To solve the given logarithmic equation, let's proceed step-by-step:

• Step 1: Use the product rule of logarithms:
  Given the equation $\log_4 x + \log_4 (x+2) = 2$, apply the product rule to combine the logs:
  $\log_4 (x(x+2)) = 2$.
• Step 2: Convert the equation from logarithmic to exponential form:
  The equation becomes $x(x+2) = 4^2$, which simplifies to $x(x+2) = 16$.
• Step 3: Expand and rearrange the quadratic equation:
  We have $x^2 + 2x - 16 = 0$.
• Step 4: Solve the quadratic equation using the quadratic formula:
  The quadratic formula is $x = \frac{-b \pm \sqrt{b^2 - 4ac}}{2a}$. Here, $a = 1$, $b = 2$, and $c = -16$.

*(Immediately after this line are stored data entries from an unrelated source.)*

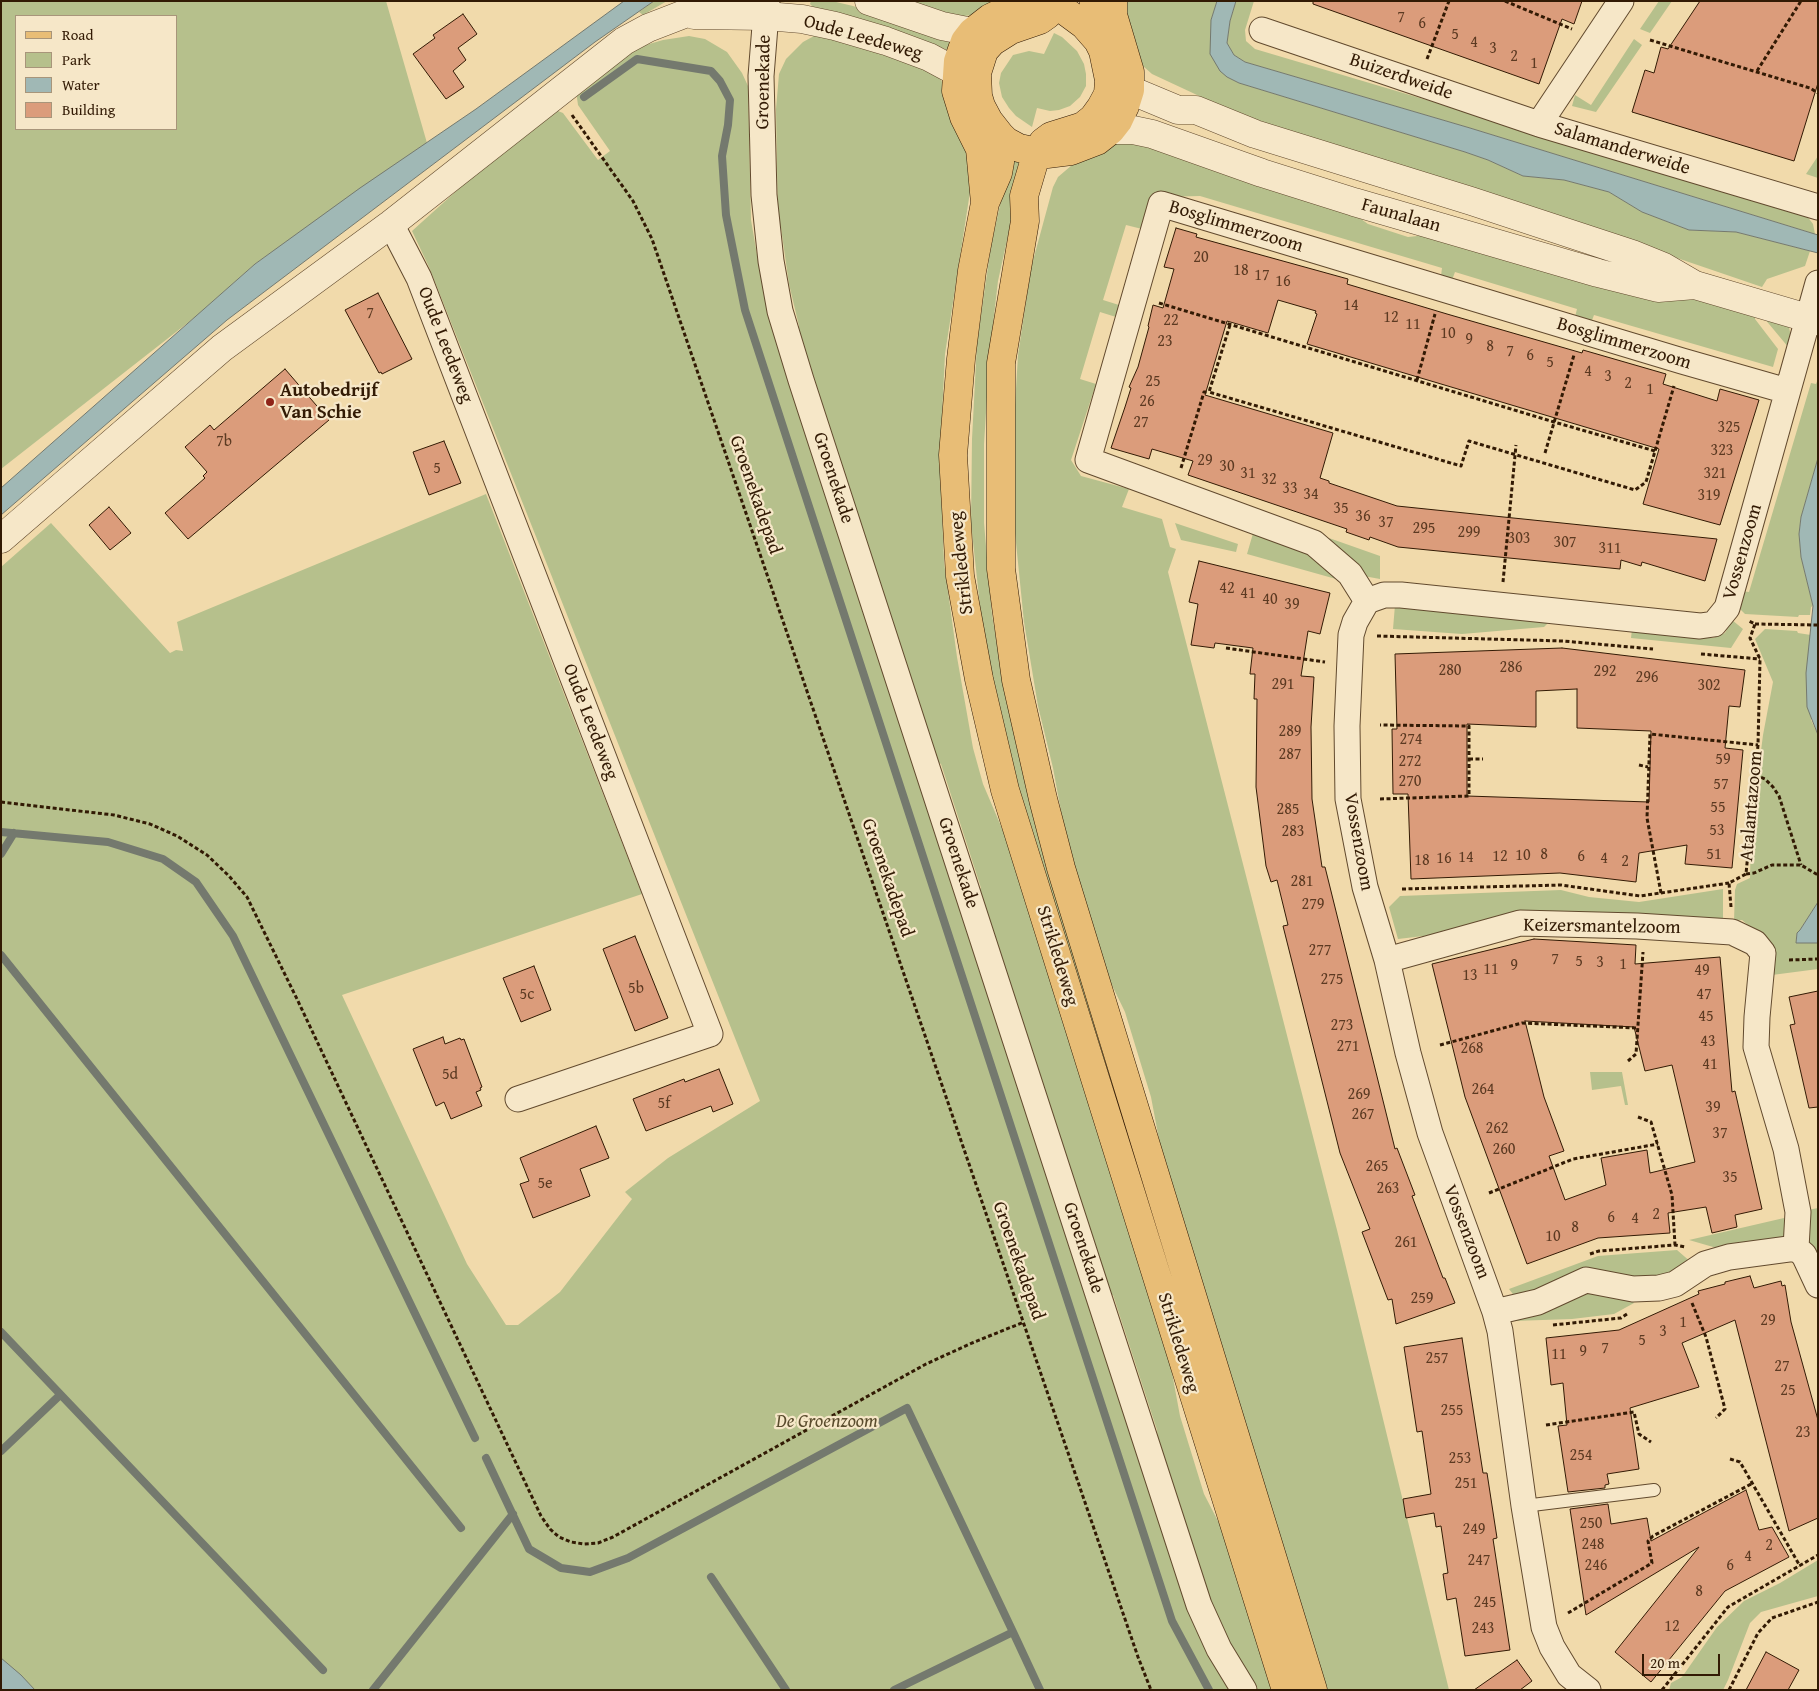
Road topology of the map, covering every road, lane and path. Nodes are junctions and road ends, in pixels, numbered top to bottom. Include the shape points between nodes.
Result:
1 (718, 1) edge
2 (869, 1) edge
3 (1094, 1) edge
4 (1450, 1) edge
5 (1505, 1) edge
6 (1621, 1) edge
7 (1801, 1) edge
8 (1045, 3) edge
9 (766, 8) edge
10 (683, 15) junction
11 (1107, 20) edge
12 (1262, 30) dead end
13 (972, 32) junction
14 (1596, 39) junction
15 (1650, 40) dead end
16 (1757, 71) junction
17 (967, 77) junction
18 (1123, 80) junction
19 (1418, 83) junction
20 (1818, 93) edge
21 (557, 94) junction
22 (1539, 124) junction
23 (1111, 130) junction
24 (988, 138) junction
25 (1047, 153) junction
26 (1818, 207) edge
27 (391, 224) junction
28 (1818, 284) edge
29 (1695, 285) junction
30 (1442, 289) junction
31 (1135, 296) junction
32 (1813, 320) edge
33 (1230, 325) junction
34 (1581, 331) junction
35 (1682, 361) junction
36 (1417, 380) junction
37 (1787, 391) junction
38 (1209, 392) junction
39 (1554, 422) junction
40 (1516, 445) dead end
41 (1655, 451) junction
42 (1545, 453) dead end
43 (1516, 456) junction
44 (1173, 491) junction
45 (1, 539) edge
46 (1367, 601) junction
47 (1500, 606) junction
48 (1727, 608) junction
49 (1755, 624) junction
50 (1818, 625) edge
51 (1351, 635) junction
52 (1226, 648) dead end
53 (1661, 650) dead end
54 (1701, 654) dead end
55 (1760, 659) junction
56 (1350, 666) junction
57 (1380, 725) dead end
58 (1758, 745) junction
59 (1469, 759) junction
60 (1483, 759) dead end
61 (1638, 765) dead end
62 (1648, 768) junction
63 (1755, 775) junction
64 (1380, 799) dead end
65 (1, 802) edge
66 (1801, 865) junction
67 (1746, 874) junction
68 (1817, 875) edge
69 (1729, 883) junction
70 (1402, 889) dead end
71 (1661, 893) junction
72 (1644, 926) junction
73 (1732, 932) junction
74 (1387, 960) junction
75 (1638, 1028) junction
76 (1440, 1045) dead end
77 (1628, 1061) dead end
78 (518, 1099) dead end
79 (1638, 1117) dead end
80 (1658, 1144) junction
81 (1489, 1193) dead end
82 (1674, 1245) dead end
83 (1796, 1248) junction
84 (1682, 1280) junction
85 (1818, 1285) edge
86 (1495, 1312) junction
87 (1628, 1313) dead end
88 (1024, 1322) junction
89 (1552, 1325) dead end
90 (1716, 1418) dead end
91 (1546, 1425) dead end
92 (1651, 1442) dead end
93 (1730, 1459) dead end
94 (1753, 1484) junction
95 (1654, 1490) dead end
96 (1524, 1506) junction
97 (1818, 1556) edge
98 (1800, 1566) junction
99 (1818, 1602) edge
100 (1544, 1627) junction
101 (1151, 1690) edge
102 (1244, 1690) edge
103 (1286, 1690) edge
104 (1313, 1690) edge
105 (1588, 1690) edge
106 (1662, 1690) edge
107 (1729, 1690) edge

1 - 10 street, Oude Leedeweg
2 - 13 street, Oude Leedeweg via 942,26
3 - 11 main road
4 - 19 path
5 - 14 path
6 - 14 street, Salamanderweide
7 - 16 path
8 - 11 main road via 1075,18
8 - 13 main road via 1011,8
8 - 17 main road via 1040,20 1010,30 992,42
9 - 10 street, Oude Leedeweg
9 - 17 street, Oude Leedeweg via 929,57
9 - 102 street, Groenekade via 761,76 764,195 780,311 1200,1605 1219,1649
10 - 21 street, Oude Leedeweg via 624,41
11 - 18 main road via 1126,56
12 - 19 street, Buizerdweide
13 - 17 main road via 965,41
14 - 22 street, Salamanderweide
15 - 16 path
16 - 20 path
17 - 24 main road via 989,122
18 - 23 main road via 1125,106
18 - 25 main road via 1083,126 1051,136 1043,142
18 - 29 street, Faunalaan via 1178,110 1196,110 1255,134 1632,254
19 - 22 street, Buizerdweide
21 - 27 street, Oude Leedeweg
21 - 88 path, Groenekadepad via 633,202 652,239
22 - 26 street, Salamanderweide
23 - 25 main road via 1087,146
23 - 29 street, Faunalaan via 1152,134 1345,199 1598,273 1658,288
24 - 25 main road
24 - 103 main road, Strikledeweg via 980,149 985,203 960,359 953,455 960,576 979,679 1005,790
25 - 104 main road, Strikledeweg via 1040,199 1025,221 1001,363 1001,569 1016,680 1061,868
27 - 45 street, Oude Leedeweg via 222,348
27 - 78 street, Oude Leedeweg via 419,278 710,1034
28 - 32 street, Vossenzoom
29 - 32 street, Faunalaan
30 - 31 street, Bosglimmerzoom via 1161,204
30 - 34 street, Bosglimmerzoom
30 - 36 path
31 - 33 path
31 - 44 street, Bosglimmerzoom via 1088,460
32 - 37 street, Vossenzoom
33 - 36 path
33 - 38 path
34 - 35 street, Bosglimmerzoom
34 - 39 path
35 - 37 street, Bosglimmerzoom
35 - 41 path
36 - 39 path
37 - 48 street, Vossenzoom
38 - 43 path via 1461,466 1469,441
38 - 44 path via 1204,392
39 - 41 path
39 - 42 path
40 - 43 path
41 - 43 path via 1646,482 1635,490
43 - 47 path
44 - 46 street, Bosglimmerzoom via 1314,543 1350,574
46 - 47 street, Vossenzoom via 1384,595 1401,595
46 - 51 street, Vossenzoom
47 - 48 street, Vossenzoom via 1700,626 1714,624
48 - 49 path
49 - 50 path
49 - 55 path, Atalantazoom via 1750,638
51 - 53 path via 1563,641
51 - 56 street, Vossenzoom
52 - 56 path
54 - 55 path
55 - 58 path, Atalantazoom
56 - 74 street, Vossenzoom via 1348,799 1364,887
57 - 59 path via 1469,726
58 - 62 path via 1650,734
58 - 63 path, Atalantazoom
59 - 60 path
59 - 64 path via 1469,796
61 - 62 path
62 - 71 path via 1646,818
63 - 66 path via 1765,779 1779,796
63 - 67 path, Atalantazoom
65 - 88 path via 114,815 150,824 207,855 247,897 541,1516 559,1537 584,1544 613,1537 926,1364
66 - 67 path via 1772,865
66 - 68 path
67 - 69 path, Atalantazoom
69 - 71 path, Keizersmantelzoom
69 - 73 path, Atalantazoom
70 - 71 path, Keizersmantelzoom via 1561,885 1640,896
72 - 73 street, Keizersmantelzoom
72 - 74 street, Keizersmantelzoom via 1520,923
72 - 75 path
73 - 83 street via 1755,943 1763,953 1756,1047 1786,1149 1798,1212
74 - 86 street, Vossenzoom via 1430,1133
75 - 76 path via 1522,1024
75 - 77 path via 1636,1054
79 - 80 path via 1651,1122
80 - 81 path via 1573,1159
80 - 82 path via 1672,1195
83 - 84 street via 1729,1257 1705,1264
83 - 85 street via 1804,1255
84 - 86 street via 1660,1288 1634,1289 1586,1280 1538,1302
84 - 90 path via 1706,1337 1725,1409
86 - 96 street, Vossenzoom
87 - 89 path via 1621,1318
88 - 101 path, Groenekadepad
91 - 92 path via 1634,1412 1639,1434
93 - 94 path via 1740,1462
94 - 98 path
94 - 100 path via 1653,1536 1648,1542 1652,1563
95 - 96 lane
96 - 100 street, Vossenzoom
97 - 98 path
98 - 106 path via 1728,1608
99 - 107 path via 1772,1618 1758,1633
100 - 105 street, Vossenzoom via 1570,1675

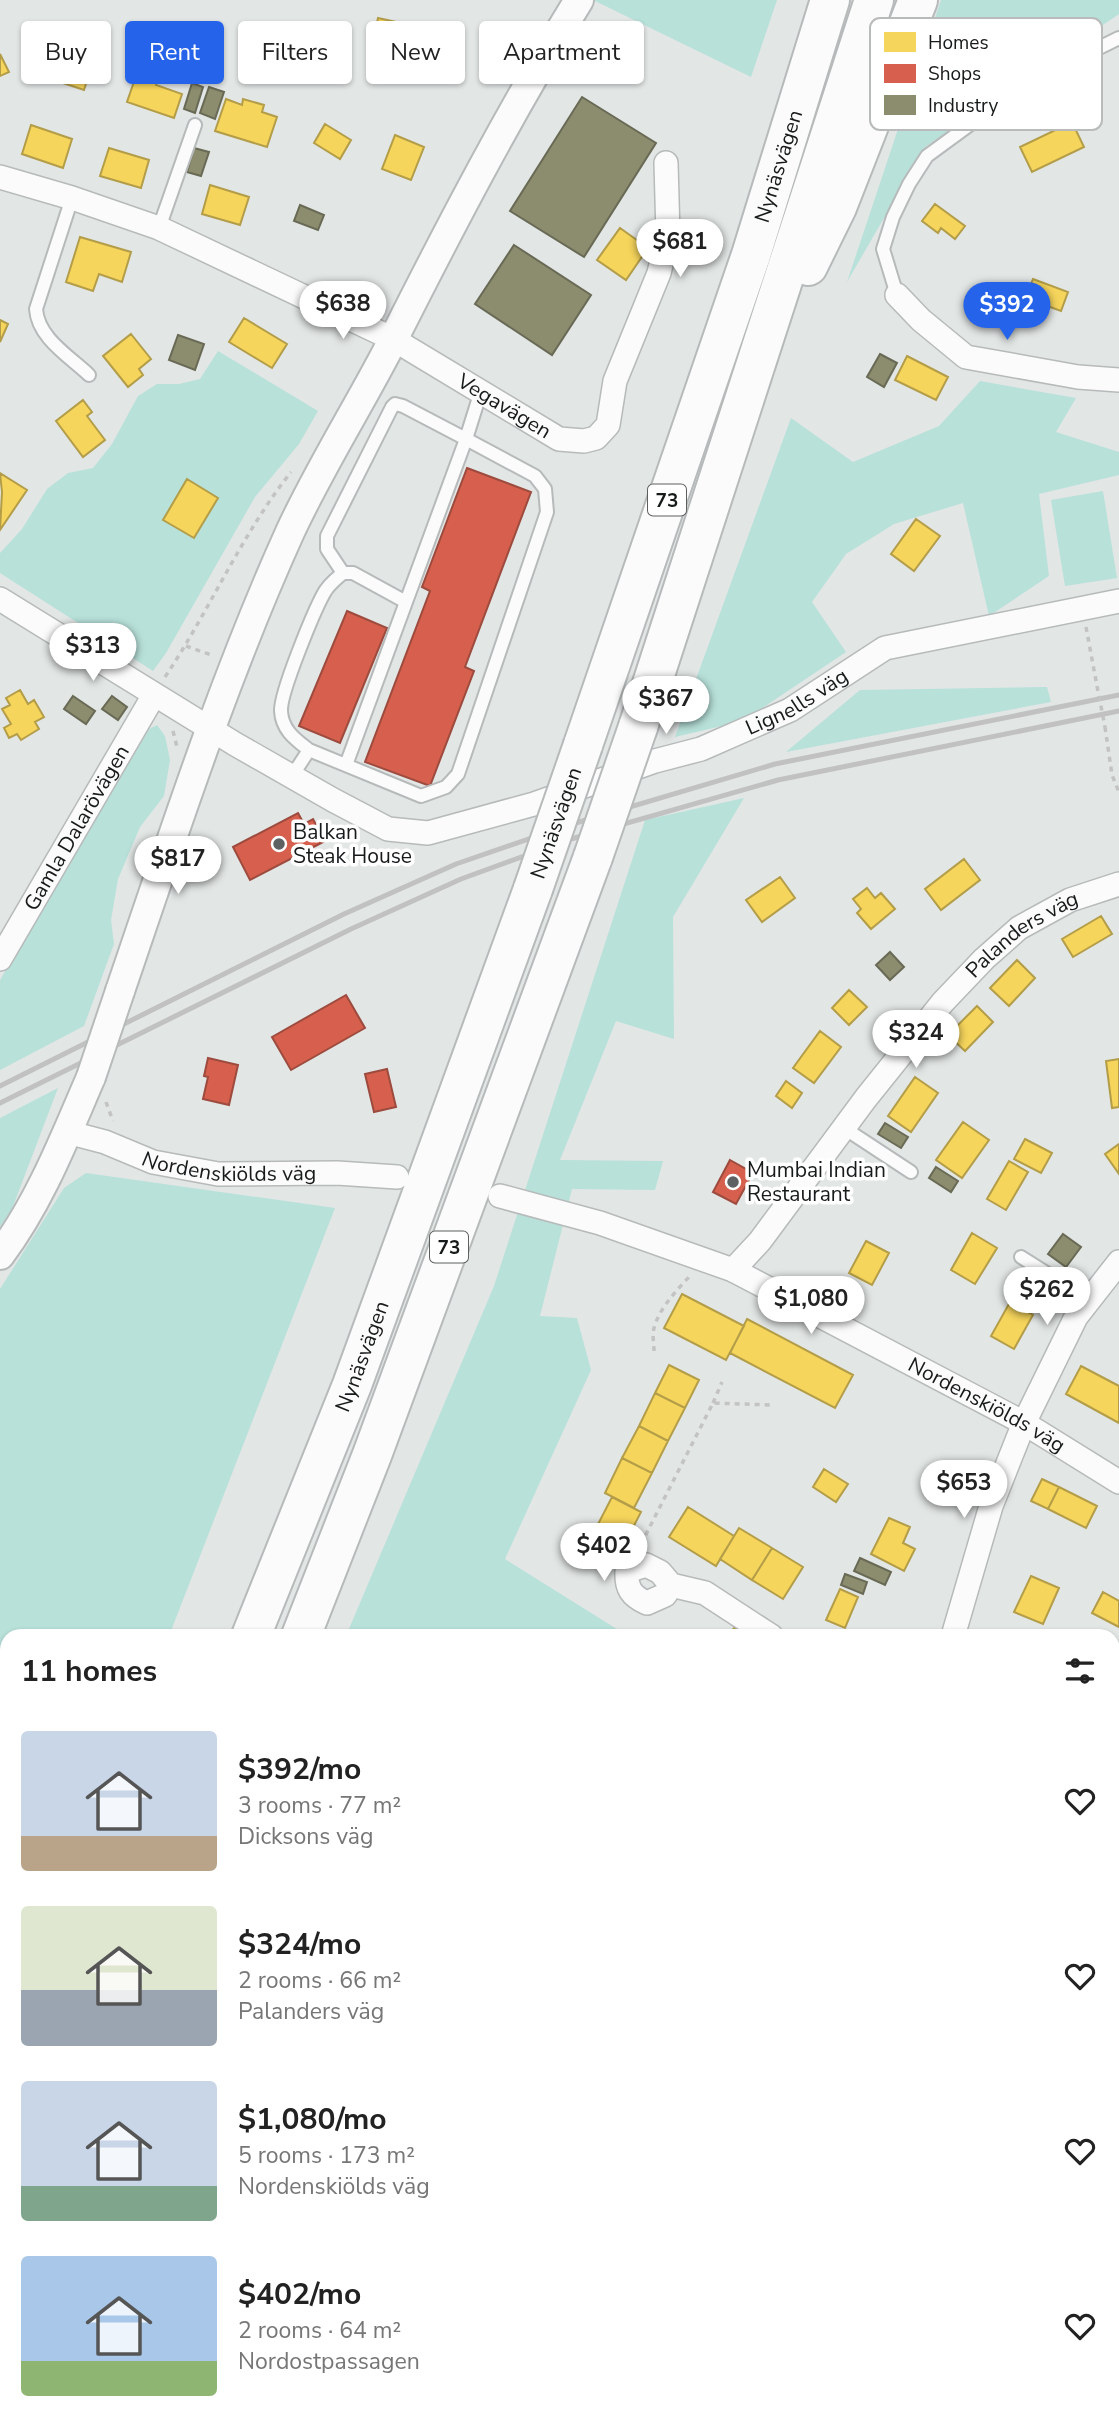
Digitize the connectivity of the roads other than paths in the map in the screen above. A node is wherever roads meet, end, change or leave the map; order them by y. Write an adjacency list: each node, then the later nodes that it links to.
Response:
1 (579, 0): 16 (street)
2 (830, 0): 46 (highway, Nynäsvägen / 73, bridge)
3 (874, 0): 20 (highway, Nynäsvägen / 73)
4 (918, 0): 5 (highway)
5 (911, 18)
6 (1119, 38): 7 (lane)
7 (1102, 46)
8 (870, 121): 20 (highway)
9 (195, 125): 14 (lane)
10 (962, 130): 15 (lane)
11 (666, 163): 19 (street, Vegavägen)
12 (0, 177): 13 (street, Vegavägen)
13 (72, 198): 14 (street, Vegavägen); 17 (lane)
14 (159, 228): 16 (street, Vegavägen)
15 (897, 295): 18 (street)
16 (393, 339): 19 (street, Vegavägen); 27 (street)
17 (89, 374)
18 (1119, 380)
19 (481, 391): 21 (lane)
20 (746, 393): 47 (highway, Nynäsvägen / 73, bridge)
21 (466, 439): 22 (lane); 25 (lane); 29 (lane)
22 (343, 573): 25 (lane); 28 (lane)
23 (0, 599): 26 (street, Lignells väg)
24 (1119, 601): 30 (street, Lignells väg)
25 (406, 602): 29 (lane)
26 (151, 700): 27 (street, Lignells väg); 32 (street, Gamla Dalarövägen)
27 (210, 728): 30 (street, Lignells väg); 34 (street, bridge)
28 (309, 750): 29 (lane); 30 (lane)
29 (346, 765)
30 (292, 776)
31 (1119, 884): 33 (street, Palanders väg)
32 (0, 959)
33 (844, 1128): 35 (lane); 41 (street, Palanders väg)
34 (67, 1132): 36 (street, Nordenskiölds väg); 38 (street)
35 (911, 1171)
36 (397, 1177)
37 (500, 1196): 41 (street, Nordenskiölds väg)
38 (0, 1255)
39 (1021, 1257): 42 (lane)
40 (1119, 1262): 42 (street)
41 (733, 1270): 43 (street, Nordenskiölds väg)
42 (1089, 1300): 43 (street)
43 (1024, 1423): 44 (street, Nordenskiölds väg); 49 (street)
44 (1119, 1482)
45 (671, 1585): 45 (street); 48 (street)
46 (254, 1629)
47 (304, 1629)
48 (760, 1629)
49 (955, 1629)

  Calculate the discriminant: $b^2 - 4ac = 2^2 - 4 \cdot 1 \cdot (-16) = 4 + 64 = 68$.
  The solutions are given by:
  $x = \frac{-2 \pm \sqrt{68}}{2}$ which simplifies to $x = \frac{-2 \pm 2\sqrt{17}}{2}$.
  Thus, $x = -1 \pm \sqrt{17}$.
• Step 5: Check the solutions within the original equation's domain:
  Since $x$ must be greater than zero, $x = -1 - \sqrt{17}$ is invalid as it results in a negative value.
  Thus, the valid solution is $x = -1 + \sqrt{17}$.

Therefore, the solution to the problem is $x = -1 + \sqrt{17}$.